Wreckage from the EgyptAir jet that crashed in the eastern Mediterranean with 66 people on board in May has been located, the Egyptian-led investigation committee said. The search is now focusing on its black boxes, as their signals are to cease on June 24.
The John Lethbridge, a search boat contracted by the Egyptian government, spotted the wreckage at “several main locations.” The searchers managed to snap the first pictures of the debris and provide them to the investigation committee.
“The search team and investigators onboard of the vessel will draw a map for the wreckage distribution spots,” the Egyptian Aviation Ministry said, without specifying the exact location or which parts of the plane had been found.
This is a major update on the search mission for EgyptAir Flight MS804, which crashed in the Mediterranean on May 19.

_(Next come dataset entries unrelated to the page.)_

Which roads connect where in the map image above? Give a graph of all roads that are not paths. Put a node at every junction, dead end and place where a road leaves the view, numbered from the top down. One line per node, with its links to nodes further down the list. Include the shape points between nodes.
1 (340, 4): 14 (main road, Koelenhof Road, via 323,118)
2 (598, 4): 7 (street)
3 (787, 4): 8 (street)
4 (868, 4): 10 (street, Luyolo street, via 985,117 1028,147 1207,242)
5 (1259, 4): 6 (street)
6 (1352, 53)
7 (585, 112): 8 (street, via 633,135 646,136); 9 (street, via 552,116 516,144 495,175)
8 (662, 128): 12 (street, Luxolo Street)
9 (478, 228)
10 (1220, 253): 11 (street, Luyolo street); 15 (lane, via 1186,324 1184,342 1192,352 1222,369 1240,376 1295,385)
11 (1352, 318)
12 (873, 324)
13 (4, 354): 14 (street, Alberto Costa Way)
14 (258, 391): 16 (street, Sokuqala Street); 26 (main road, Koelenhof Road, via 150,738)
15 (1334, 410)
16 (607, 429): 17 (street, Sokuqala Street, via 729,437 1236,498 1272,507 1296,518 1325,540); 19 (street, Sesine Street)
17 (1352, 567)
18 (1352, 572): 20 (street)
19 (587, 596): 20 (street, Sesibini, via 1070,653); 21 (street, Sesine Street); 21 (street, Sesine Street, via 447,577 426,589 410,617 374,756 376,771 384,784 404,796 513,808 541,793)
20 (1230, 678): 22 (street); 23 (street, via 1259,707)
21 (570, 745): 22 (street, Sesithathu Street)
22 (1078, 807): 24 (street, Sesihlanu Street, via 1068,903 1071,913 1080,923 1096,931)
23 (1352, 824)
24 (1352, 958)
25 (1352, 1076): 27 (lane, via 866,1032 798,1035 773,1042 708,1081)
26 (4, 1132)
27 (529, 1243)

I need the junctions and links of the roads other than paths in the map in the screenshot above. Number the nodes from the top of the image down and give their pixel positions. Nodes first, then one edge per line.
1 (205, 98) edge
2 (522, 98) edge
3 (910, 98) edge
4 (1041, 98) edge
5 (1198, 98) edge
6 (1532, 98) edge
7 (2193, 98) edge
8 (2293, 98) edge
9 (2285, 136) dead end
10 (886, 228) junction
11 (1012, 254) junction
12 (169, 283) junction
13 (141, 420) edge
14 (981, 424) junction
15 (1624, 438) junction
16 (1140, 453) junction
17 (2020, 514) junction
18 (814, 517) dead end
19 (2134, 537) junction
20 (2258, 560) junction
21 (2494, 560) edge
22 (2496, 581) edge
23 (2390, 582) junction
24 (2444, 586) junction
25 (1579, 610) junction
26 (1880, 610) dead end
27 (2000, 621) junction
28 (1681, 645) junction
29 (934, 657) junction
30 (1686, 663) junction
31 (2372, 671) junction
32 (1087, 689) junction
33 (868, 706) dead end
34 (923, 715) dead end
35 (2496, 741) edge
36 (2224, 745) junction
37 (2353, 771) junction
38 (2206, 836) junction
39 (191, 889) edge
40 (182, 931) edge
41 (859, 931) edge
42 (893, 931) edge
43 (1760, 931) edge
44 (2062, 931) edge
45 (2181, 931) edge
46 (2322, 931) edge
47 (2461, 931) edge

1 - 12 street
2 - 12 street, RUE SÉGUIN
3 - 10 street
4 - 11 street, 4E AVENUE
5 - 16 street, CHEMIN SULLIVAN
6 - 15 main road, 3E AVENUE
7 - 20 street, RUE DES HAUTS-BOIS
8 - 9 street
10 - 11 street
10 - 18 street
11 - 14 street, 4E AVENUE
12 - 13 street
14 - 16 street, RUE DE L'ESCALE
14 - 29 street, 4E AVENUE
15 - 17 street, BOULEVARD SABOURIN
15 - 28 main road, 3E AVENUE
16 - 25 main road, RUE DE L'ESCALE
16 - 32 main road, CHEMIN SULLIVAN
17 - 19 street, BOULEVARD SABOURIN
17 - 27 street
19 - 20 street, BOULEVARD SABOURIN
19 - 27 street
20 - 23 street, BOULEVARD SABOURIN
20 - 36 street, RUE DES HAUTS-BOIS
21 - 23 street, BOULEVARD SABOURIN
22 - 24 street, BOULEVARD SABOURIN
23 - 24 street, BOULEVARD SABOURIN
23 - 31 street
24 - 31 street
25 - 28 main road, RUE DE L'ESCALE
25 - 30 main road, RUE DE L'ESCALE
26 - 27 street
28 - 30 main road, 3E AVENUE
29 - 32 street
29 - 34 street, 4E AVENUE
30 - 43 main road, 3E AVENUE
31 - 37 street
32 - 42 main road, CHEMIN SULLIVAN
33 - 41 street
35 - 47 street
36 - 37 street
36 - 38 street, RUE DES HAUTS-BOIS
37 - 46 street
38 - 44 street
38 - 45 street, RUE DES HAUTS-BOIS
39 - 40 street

Two days after the tragedy, the Egyptian search mission spotted the first debris from EgyptAir Airbus A320 290 kilometers north of Alexandria, Egypt, as well as the human remains and belongings of some of the passengers.
The search is presently focusing on locating the plane’s two “black boxes” that should hold answers as to what downed the Cairo bound flight with 66 people on board. So far, it has been speculated that a mechanical fault, a hijacking, or a bomb may have led to the crash. However, none of those versions has been proven. On May 24, Egypt denied reports that human remains retrieved from the Mediterranean Sea and examined by a team of experts point to an explosion.
The flight data recorders – one containing voice recordings and the other data – are believed to be buried in the seabed.
It is now even more crucial to intensify the search, as the team has less than 10 days before the boxes stop sending signals, or pings, on June 24. Normally, the flight data recorder and cockpit voice recorder have enough battery power to emit pings for four to five weeks.
Earlier in June, Egypt hired the John Lethbridg from Mauritius-based Deep Ocean Search to comb the Mediterranean floor in search of the flight recorders.
Equipped with an underwater robot and a side scan sonar, the vessel is capable of probing as deep as 3,000 meters (9,842 feet), the depth at which the plane is believed to be.
On June 1, a French ship Laplace detected signals deep under the Mediterranean Sea that were believed to be from one of the black boxes of EgyptAir Flight MS804.